La jubilación, tradicionalmente entendida como el momento de descanso tras décadas de trabajo, hoy parece una meta cada vez más lejana para millones de argentinos. En la actualidad, más de 1.070.000 jubilados o personas en edad jubilatoria continúan trabajando, lo que equivale al 17% de esa población, según datos recientes del INDEC.
El fenómeno no es nuevo, pero sí se ha profundizado de manera preocupante. Hace 15 años, esa proporción era menos de la mitad, lo que refleja un crecimiento sostenido de adultos mayores en actividad.

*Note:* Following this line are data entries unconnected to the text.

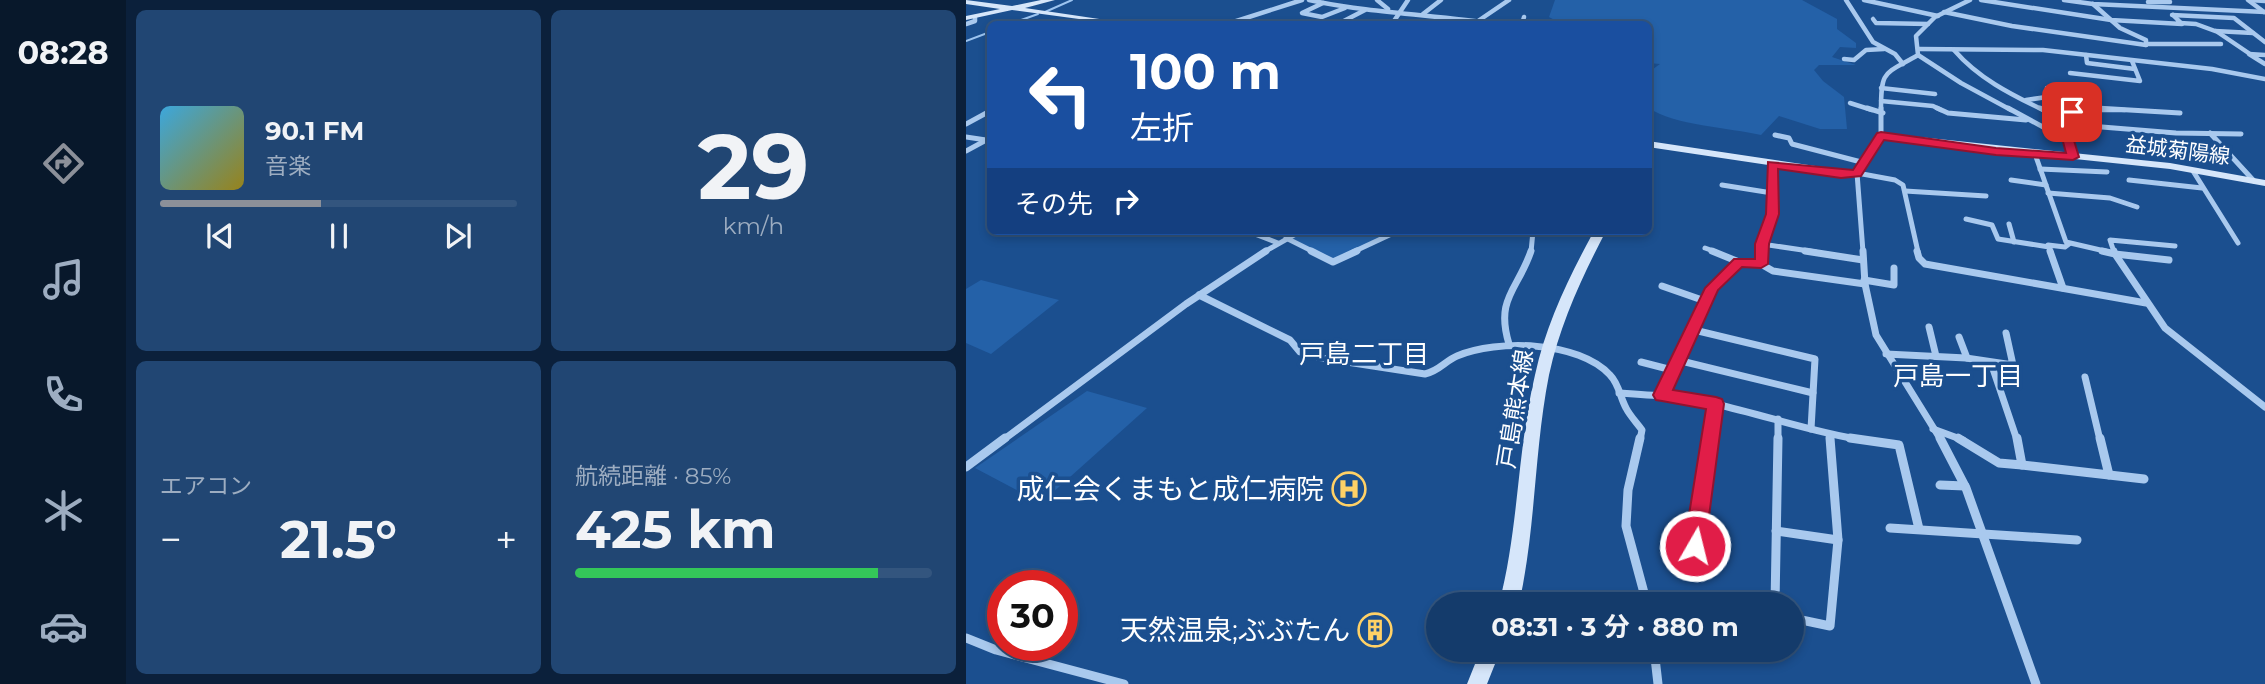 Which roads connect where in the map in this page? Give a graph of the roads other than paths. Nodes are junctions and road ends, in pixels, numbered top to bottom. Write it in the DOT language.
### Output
graph roads {
  1 [pos="1051,0"];
  2 [pos="1302,0"];
  3 [pos="1309,0"];
  4 [pos="1340,0"];
  5 [pos="1408,0"];
  6 [pos="1441,0"];
  7 [pos="1509,0"];
  8 [pos="1846,0"];
  9 [pos="1864,0"];
  10 [pos="1970,0"];
  11 [pos="1981,0"];
  12 [pos="2064,0"];
  13 [pos="2247,0"];
  14 [pos="1373,1"];
  15 [pos="1877,1"];
  16 [pos="2071,1"];
  17 [pos="2169,1"];
  18 [pos="2265,1"];
  19 [pos="966,2"];
  20 [pos="1326,4"];
  21 [pos="2093,4"];
  22 [pos="2163,7"];
  23 [pos="1345,8"];
  24 [pos="2176,8"];
  25 [pos="1019,9"];
  26 [pos="1366,10"];
  27 [pos="1391,11"];
  28 [pos="1400,12"];
  29 [pos="1944,12"];
  30 [pos="2264,12"];
  31 [pos="1423,14"];
  32 [pos="2173,15"];
  33 [pos="1524,16"];
  34 [pos="1937,16"];
  35 [pos="975,17"];
  36 [pos="966,19"];
  37 [pos="1466,19"];
  38 [pos="1873,19"];
  39 [pos="2111,20"];
  40 [pos="1094,21"];
  41 [pos="1236,21"];
  42 [pos="1344,21"];
  43 [pos="1394,21"];
  44 [pos="1478,21"];
  45 [pos="1521,21"];
  46 [pos="2180,23"];
  47 [pos="966,24"];
  48 [pos="1928,24"];
  49 [pos="2012,26"];
  50 [pos="2215,31"];
  51 [pos="2254,33"];
  52 [pos="2011,36"];
  53 [pos="2264,39"];
  54 [pos="2146,44"];
  55 [pos="2221,44"];
  56 [pos="1884,48"];
  57 [pos="1954,50"];
  58 [pos="1918,52"];
  59 [pos="2249,54"];
  60 [pos="2086,55"];
  61 [pos="2265,55"];
  62 [pos="1844,59"];
  63 [pos="2132,61"];
  64 [pos="2139,62"];
  65 [pos="1903,64"];
  66 [pos="2265,64"];
  67 [pos="2135,69"];
  68 [pos="2070,73"];
  69 [pos="2265,79"];
  70 [pos="1881,88"];
  71 [pos="2055,88"];
  72 [pos="1935,94"];
  73 [pos="2054,96"];
  74 [pos="2025,100"];
  75 [pos="1881,102"];
  76 [pos="1850,103"];
  77 [pos="2072,112"];
  78 [pos="987,113"];
  79 [pos="1883,113"];
  80 [pos="2180,113"];
  81 [pos="2034,121"];
  82 [pos="2065,122"];
  83 [pos="966,124"];
  84 [pos="2210,133"];
  85 [pos="2241,134"];
  86 [pos="1775,135"];
  87 [pos="1881,136"];
  88 [pos="966,137"];
  89 [pos="987,139"];
  90 [pos="2067,139"];
  91 [pos="987,140"];
  92 [pos="1652,145"];
  93 [pos="968,149"];
  94 [pos="2035,154"];
  95 [pos="2073,157"];
  96 [pos="1865,163"];
  97 [pos="1772,165"];
  98 [pos="2040,169"];
  99 [pos="2193,171"];
  100 [pos="1857,173"];
  101 [pos="2107,173"];
  102 [pos="2011,180"];
  103 [pos="2129,180"];
  104 [pos="2260,182"];
  105 [pos="1722,185"];
  106 [pos="2046,185"];
  107 [pos="2202,188"];
  108 [pos="1905,191"];
  109 [pos="1772,193"];
  110 [pos="2049,193"];
  111 [pos="1986,196"];
  112 [pos="2137,207"];
  113 [pos="1966,219"];
  114 [pos="2009,224"];
  115 [pos="1257,235"];
  116 [pos="1292,235"];
  117 [pos="1390,235"];
  118 [pos="1533,235"];
  119 [pos="1598,235"];
  120 [pos="1286,238"];
  121 [pos="2014,242"];
  122 [pos="1278,243"];
  123 [pos="2238,243"];
  124 [pos="1762,244"];
  125 [pos="2069,244"];
  126 [pos="2175,246"];
  127 [pos="2049,247"];
  128 [pos="1705,248"];
  129 [pos="2115,254"];
  130 [pos="1863,260"];
  131 [pos="2169,260"];
  132 [pos="1739,262"];
  133 [pos="1761,264"];
  134 [pos="1894,268"];
  135 [pos="1865,282"];
  136 [pos="1662,286"];
  137 [pos="2063,288"];
  138 [pos="1199,295"];
  139 [pos="1705,301"];
  140 [pos="2146,303"];
  141 [pos="1928,327"];
  142 [pos="1690,329"];
  143 [pos="2006,332"];
  144 [pos="1959,337"];
  145 [pos="1509,344"];
  146 [pos="1550,348"];
  147 [pos="1886,354"];
  148 [pos="1936,356"];
  149 [pos="1968,358"];
  150 [pos="1677,359"];
  151 [pos="1642,362"];
  152 [pos="1991,363"];
  153 [pos="1672,370"];
  154 [pos="2085,377"];
  155 [pos="1619,393"];
  156 [pos="1813,393"];
  157 [pos="1662,395"];
  158 [pos="1716,404"];
  159 [pos="2265,407"];
  160 [pos="1778,419"];
  161 [pos="1811,429"];
  162 [pos="1933,429"];
  163 [pos="1830,435"];
  164 [pos="2022,465"];
  165 [pos="966,467"];
  166 [pos="2109,475"];
  167 [pos="2144,479"];
  168 [pos="1940,485"];
  169 [pos="1965,486"];
  170 [pos="1890,528"];
  171 [pos="1919,529"];
  172 [pos="1776,531"];
  173 [pos="1983,533"];
  174 [pos="1838,540"];
  175 [pos="2077,541"];
  176 [pos="1695,546"];
  177 [pos="1511,592"];
  178 [pos="1646,592"];
  179 [pos="1775,592"];
  180 [pos="1804,621"];
  181 [pos="966,638"];
  182 [pos="1486,662"];
  183 [pos="1655,662"];
  184 [pos="1124,684"];
  185 [pos="1477,684"];
  186 [pos="1658,684"];
  187 [pos="2036,684"];
  1 -- 25 [label="main road"];
  2 -- 41 [label="street"];
  3 -- 20 [label="street"];
  4 -- 20 [label="street"];
  5 -- 28 [label="street"];
  6 -- 31 [label="street"];
  7 -- 44 [label="street"];
  8 -- 56 [label="street"];
  9 -- 15 [label="street"];
  10 -- 29 [label="street"];
  11 -- 39 [label="street"];
  12 -- 16 [label="street"];
  13 -- 18 [label="street"];
  13 -- 30 [label="street"];
  14 -- 27 [label="street"];
  15 -- 34 [label="street"];
  16 -- 17 [label="street"];
  16 -- 21 [label="street"];
  17 -- 24 [label="street"];
  19 -- 25 [label="main road"];
  20 -- 23 [label="street"];
  20 -- 23 [label="street"];
  21 -- 22 [label="street"];
  21 -- 39 [label="street"];
  22 -- 24 [label="street"];
  22 -- 32 [label="street"];
  23 -- 26 [label="street"];
  24 -- 30 [label="street"];
  25 -- 35 [label="main road"];
  25 -- 40 [label="main road"];
  26 -- 27 [label="street"];
  26 -- 42 [label="street"];
  27 -- 28 [label="street"];
  28 -- 31 [label="street"];
  28 -- 43 [label="street"];
  29 -- 34 [label="street"];
  29 -- 49 [label="street"];
  31 -- 37 [label="street"];
  32 -- 46 [label="street"];
  32 -- 51 [label="street"];
  33 -- 45 [label="street"];
  34 -- 48 [label="street"];
  35 -- 36 [label="main road"];
  35 -- 47 [label="street"];
  37 -- 44 [label="street"];
  38 -- 48 [label="street"];
  39 -- 46 [label="street"];
  39 -- 54 [label="street"];
  46 -- 50 [label="street"];
  48 -- 58 [label="street"];
  49 -- 52 [label="street"];
  49 -- 54 [label="street"];
  50 -- 51 [label="street"];
  50 -- 59 [label="street"];
  51 -- 53 [label="street"];
  54 -- 55 [label="street"];
  54 -- 64 [label="street"];
  56 -- 62 [label="street"];
  56 -- 65 [label="street"];
  57 -- 58 [label="street"];
  57 -- 60 [label="street"];
  57 -- 74 [label="street"];
  58 -- 65 [label="street"];
  58 -- 81 [label="street"];
  59 -- 61 [label="street"];
  59 -- 66 [label="street"];
  60 -- 63 [label="street"];
  60 -- 67 [label="street"];
  63 -- 64 [label="street"];
  63 -- 67 [label="street"];
  64 -- 69 [label="street"];
  65 -- 70 [label="street"];
  67 -- 68 [label="street"];
  70 -- 72 [label="street"];
  70 -- 75 [label="street"];
  71 -- 73 [label="street"];
  73 -- 74 [label="street"];
  73 -- 77 [label="street"];
  74 -- 82 [label="street"];
  75 -- 79 [label="street"];
  75 -- 81 [label="street"];
  76 -- 79 [label="street"];
  77 -- 80 [label="street"];
  77 -- 82 [label="street"];
  78 -- 83 [label="street"];
  79 -- 87 [label="street"];
  81 -- 90 [label="street"];
  82 -- 84 [label="street"];
  82 -- 90 [label="street"];
  84 -- 85 [label="street"];
  84 -- 104 [label="street"];
  86 -- 96 [label="street"];
  87 -- 94 [label="main road, 益城菊陽線"];
  87 -- 96 [label="main road"];
  88 -- 89 [label="street"];
  90 -- 95 [label="street"];
  91 -- 93 [label="street"];
  92 -- 97 [label="main road"];
  94 -- 95 [label="main road, 益城菊陽線"];
  94 -- 98 [label="street"];
  95 -- 99 [label="main road, 益城菊陽線"];
  96 -- 100 [label="main road"];
  97 -- 100 [label="main road"];
  97 -- 109 [label="street"];
  98 -- 101 [label="street"];
  98 -- 106 [label="street"];
  99 -- 104 [label="main road, 益城菊陽線"];
  99 -- 107 [label="street"];
  100 -- 108 [label="street"];
  100 -- 130 [label="street"];
  102 -- 106 [label="street"];
  103 -- 107 [label="street"];
  105 -- 109 [label="street"];
  106 -- 110 [label="street"];
  107 -- 123 [label="street"];
  108 -- 111 [label="street"];
  108 -- 137 [label="street"];
  109 -- 124 [label="street"];
  110 -- 112 [label="street"];
  110 -- 125 [label="street"];
  113 -- 121 [label="street"];
  114 -- 121 [label="street"];
  115 -- 122 [label="street"];
  116 -- 120 [label="street"];
  117 -- 120 [label="street"];
  118 -- 145 [label="street"];
  119 -- 146 [label="main road, 戸島熊本線"];
  120 -- 122 [label="street"];
  121 -- 127 [label="street"];
  122 -- 138 [label="street"];
  124 -- 130 [label="street"];
  124 -- 133 [label="street"];
  125 -- 127 [label="street"];
  125 -- 129 [label="street"];
  126 -- 129 [label="street"];
  127 -- 137 [label="street"];
  128 -- 132 [label="street"];
  129 -- 131 [label="street"];
  129 -- 140 [label="street"];
  130 -- 135 [label="street"];
  132 -- 133 [label="street"];
  132 -- 139 [label="street"];
  133 -- 135 [label="street"];
  134 -- 135 [label="street"];
  135 -- 147 [label="street"];
  136 -- 139 [label="street"];
  137 -- 140 [label="street"];
  138 -- 145 [label="street"];
  138 -- 165 [label="street"];
  139 -- 142 [label="street"];
  140 -- 159 [label="street"];
  141 -- 148 [label="street"];
  142 -- 150 [label="street"];
  142 -- 156 [label="street"];
  143 -- 152 [label="street"];
  144 -- 149 [label="street"];
  145 -- 146 [label="street"];
  146 -- 155 [label="street"];
  146 -- 177 [label="main road, 戸島熊本線"];
  147 -- 148 [label="street"];
  147 -- 162 [label="street"];
  148 -- 149 [label="street"];
  149 -- 152 [label="street"];
  150 -- 153 [label="street"];
  150 -- 156 [label="street"];
  151 -- 153 [label="street"];
  152 -- 164 [label="street"];
  153 -- 157 [label="street"];
  154 -- 166 [label="street"];
  155 -- 157 [label="street"];
  155 -- 178 [label="street"];
  156 -- 161 [label="street"];
  157 -- 158 [label="street"];
  158 -- 160 [label="street"];
  158 -- 176 [label="street"];
  160 -- 161 [label="street"];
  160 -- 172 [label="street"];
  161 -- 163 [label="street"];
  162 -- 164 [label="street"];
  162 -- 169 [label="street"];
  163 -- 171 [label="street"];
  163 -- 174 [label="street"];
  164 -- 166 [label="street"];
  166 -- 167 [label="street"];
  168 -- 169 [label="street"];
  169 -- 173 [label="street"];
  170 -- 171 [label="street"];
  171 -- 173 [label="street"];
  172 -- 174 [label="street"];
  172 -- 179 [label="street"];
  173 -- 175 [label="street"];
  173 -- 187 [label="street"];
  174 -- 180 [label="street"];
  181 -- 184 [label="street"];
  182 -- 185 [label="main road"];
  183 -- 186 [label="street"];
}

En términos absolutos, los jubilados registrados que trabajan pasaron de 176.000 en 2010 a 433.000 en 2025, lo que implica un salto superior al 140% en poco más de una década.
A estos números se suman los cientos de miles de trabajadores informales mayores de 60 años, estimados en alrededor de 600.000, y quienes realizan changas o trabajos eventuales sin registro. También están los que, pese a su voluntad, no consiguen empleo o dependen de la ayuda de sus familias para subsistir. En conjunto, el universo de adultos mayores que aún dependen de un ingreso laboral —por necesidad, obligación o ambas— supera ampliamente las cifras oficiales.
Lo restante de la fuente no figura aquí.